Dopo la rivoluzione: intervista al laureato Bertolucci
E'entrato in quel teatro - il Regio - che aveva 22 anni, e il furore addosso di chi sogna i sogni, immensi e infiniti, del cinema: regista ragazzino che per mano teneva il film che cambierà tutto, «Prima della rivoluzione». Ci è tornato 50 anni dopo, per riabbracciare una città che da ieri lo chiama dottore, con un bel carico di commozione nel raccontare quello che è successo (e sì, non è poco...) nel frattempo e nel mezzo, il mare di emozioni e di film dentro a quella, grande ed esaltante, «parentesi». Bernardo Bertolucci viene travolto dall'affetto della sua città: un sentimento che sopravvive al tempo, come certi fotogrammi che restano incastrati in un posto segreto del cuore.
Sono trascorsi 50 anni da «Prima della rivoluzione»: quanto è cambiata Parma da allora e quanto sei cambiato tu?
«Ho fatto un giretto veloce, dal teatro all'albergo: e mi è sembrata ancora quella di allora. E anch'io credo di essere quello di allora, come se avessi fatto il giro completo e avessi chiuso il cerchio: mi vergogno un po' a dirlo, ma è la verità».
Cosa significa ritirare proprio nella tua città la laurea ad honorem?
«E' una grande emozione, anche perché era tanto che non tornavo a Parma: e tornarci per questo motivo è stato molto forte, commovente. Sì, è stata una giornata di grandi emozioni: come alla fine, quando è stata proiettata una sequenza di “Prima della rivoluzione” ambientata al Teatro Regio nel '62, dove ci trovavamo oggi».
E a Casarola torni mai?
«Ora, in sedia a rotelle, mi è difficile: ma rimane dentro di me, dentro di noi Bertolucci. E' l'origine di tutto, parte tutto da lì».
A Cannes l'anno scorso hai detto che forse un giorno non esisteranno più le sale, ma che i film non moriranno e magari nel futuro li vedremo proiettati sul volto di chi amiamo. Mi è sembrato un pensiero bellissimo: ma mi chiedo, quale film vorresti vedere negli occhi di tua moglie Clare?
«Vorrei vedere un film che non conoscevo e che mi ha fatto scoprire lei, «Le plaisir» di Max Ophuls. E' davvero straordinario: e Ophuls è certamente uno dei fratelli maggiori».
C'è un tuo film che più degli altri è uscito dagli schemi, che ti ha coinvolto maggiormente anche a livello personale?

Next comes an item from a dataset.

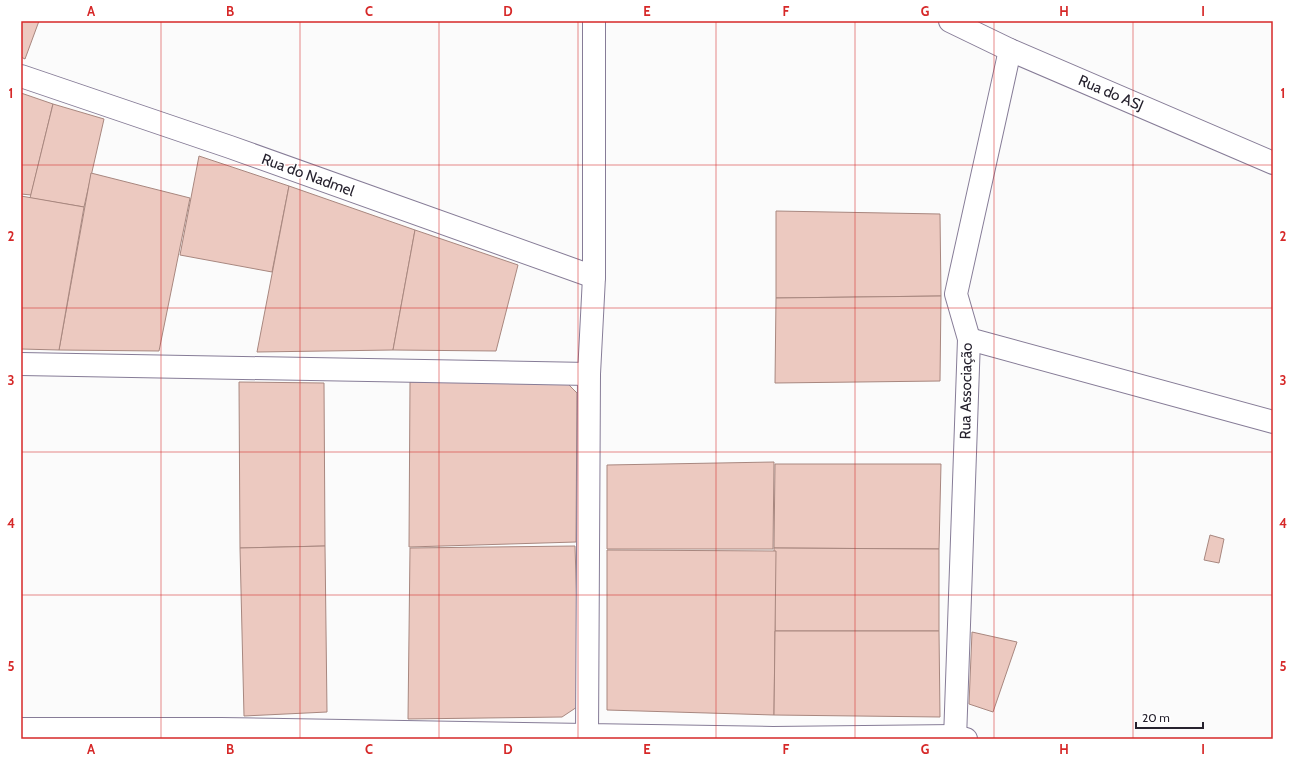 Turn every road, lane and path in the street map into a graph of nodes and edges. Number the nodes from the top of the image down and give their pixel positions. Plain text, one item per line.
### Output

«Sicuramente “Ultimo tango a Parigi” ruppe tutte le regole: il film venne addirittura condannato al rogo e io, il produttore e Marlon Brando a due mesi di carcere con la condizionale. E solo perché feci un film dove un americano a Parigi fa l'amore con una ragazza usando del burro. Fu durissima: anche perché persi per 5 anni i diritti civili. E' impensabile ancora adesso che tutto questo sia accaduto per un cittadino appartenente a un Paese libero e democratico»
I tuoi padri artistici sono stati Pasolini e Godard: ma chi sono i tuoi figli?
«Figli? Mah, forse mi rendo conto guardando qualche film di altri che qua e là ci sono delle influenze, dei rimandi al mio cinema: ma in realtà me ne dimentico subito. Non ho questa sensazione di essere il maestro di qualcuno: forse (sorride, ndr) adesso dopo la laurea ad honorem le cose cambieranno».
C'è un film che avresti sempre voluto fare ma non sei riuscito?
«In realtà ci sono tanti film a cui ho rinunciato, ma non ne me ne viene in mente nessuno in particolare: forse perché nella mia carriera sono stato molto molto fortunato e molto determinato. Alla fine sono sempre riuscito a realizzare i film che volevo fare».
Ma il progetto sul musicista Gesualdo da Venosa lo hai definitivamente abbandonato?
«Sì, non coincide più col desiderio dei film che voglio fare. Il digitale ha cambiato le cose, ora c'è molto da scoprire».
E quindi a cosa stai pensando?
«Attualmente ad andare in vacanza...».
Nei tuoi film ci sono spesso sequenze di ballo: perché?
«Perché in quelle scene tutto è possibile: e anche perché non ho mai saputo ballare...».
Perché non hai mai diretto un'opera lirica, a differenza di tuo fratello Giuseppe? Non ti piacerebbe dirigerne una qui al Regio?
«Me l'hanno chiesto, me l'hanno domandato molte volte: ma io ho il terrore del teatro d'opera. Se la dirigerò sarà fuori dal Regio, magari ambienterò un'opera nella sala d'aspetto di una stazione».